── Data listing

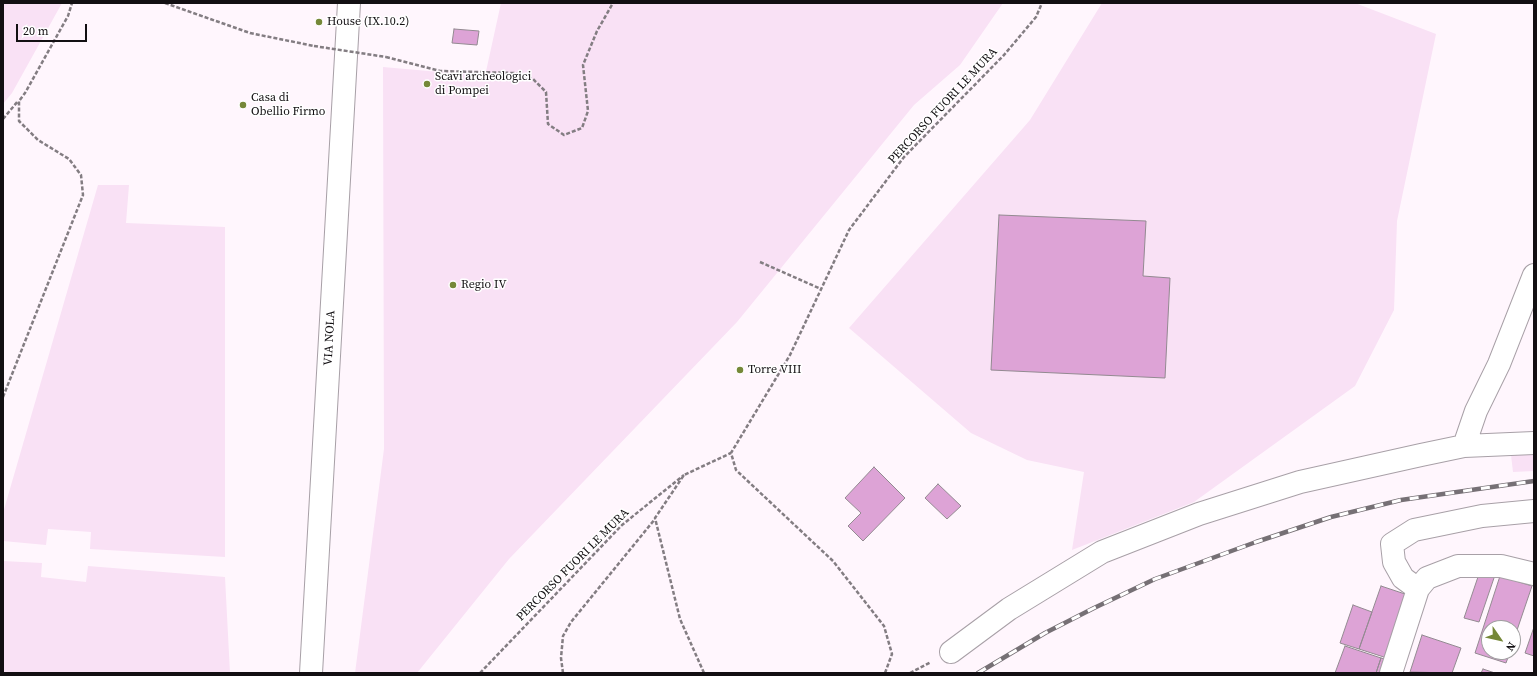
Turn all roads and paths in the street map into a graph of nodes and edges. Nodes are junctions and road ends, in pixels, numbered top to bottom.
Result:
1 (72, 3) edge
2 (165, 3) edge
3 (349, 3) edge
4 (613, 3) edge
5 (1042, 3) edge
6 (18, 101) junction
7 (3, 120) edge
8 (760, 262) dead end
9 (1534, 275) edge
10 (821, 289) junction
11 (3, 397) edge
12 (1534, 443) edge
13 (1464, 446) junction
14 (731, 453) junction
15 (684, 474) junction
16 (1534, 511) edge
17 (655, 518) junction
18 (1534, 574) edge
19 (1418, 589) junction
20 (951, 652) dead end
21 (310, 673) edge
22 (480, 673) edge
23 (563, 673) edge
24 (704, 673) edge
25 (885, 673) edge
26 (1391, 673) edge

1 - 6 path
2 - 4 path, bridge
3 - 21 street, VIA NOLA
5 - 10 path, PERCORSO FUORI LE MURA
6 - 7 path
6 - 11 path
8 - 10 path
9 - 13 street
10 - 14 path, PERCORSO FUORI LE MURA
12 - 13 street
13 - 20 street
14 - 15 path, PERCORSO FUORI LE MURA
14 - 25 path
15 - 17 path
15 - 22 path, PERCORSO FUORI LE MURA
16 - 19 street
17 - 23 path
17 - 24 path
18 - 19 street
19 - 26 street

────

Task to carry out
Copy the records exactly; no image should appear in the result.

Answer area
Turn all roads and paths in the street map into a graph of nodes and edges. Nodes are junctions and road ends, in pixels, numbered top to bottom.
Result:
1 (72, 3) edge
2 (165, 3) edge
3 (349, 3) edge
4 (613, 3) edge
5 (1042, 3) edge
6 (18, 101) junction
7 (3, 120) edge
8 (760, 262) dead end
9 (1534, 275) edge
10 (821, 289) junction
11 (3, 397) edge
12 (1534, 443) edge
13 (1464, 446) junction
14 (731, 453) junction
15 (684, 474) junction
16 (1534, 511) edge
17 (655, 518) junction
18 (1534, 574) edge
19 (1418, 589) junction
20 (951, 652) dead end
21 (310, 673) edge
22 (480, 673) edge
23 (563, 673) edge
24 (704, 673) edge
25 (885, 673) edge
26 (1391, 673) edge

1 - 6 path
2 - 4 path, bridge
3 - 21 street, VIA NOLA
5 - 10 path, PERCORSO FUORI LE MURA
6 - 7 path
6 - 11 path
8 - 10 path
9 - 13 street
10 - 14 path, PERCORSO FUORI LE MURA
12 - 13 street
13 - 20 street
14 - 15 path, PERCORSO FUORI LE MURA
14 - 25 path
15 - 17 path
15 - 22 path, PERCORSO FUORI LE MURA
16 - 19 street
17 - 23 path
17 - 24 path
18 - 19 street
19 - 26 street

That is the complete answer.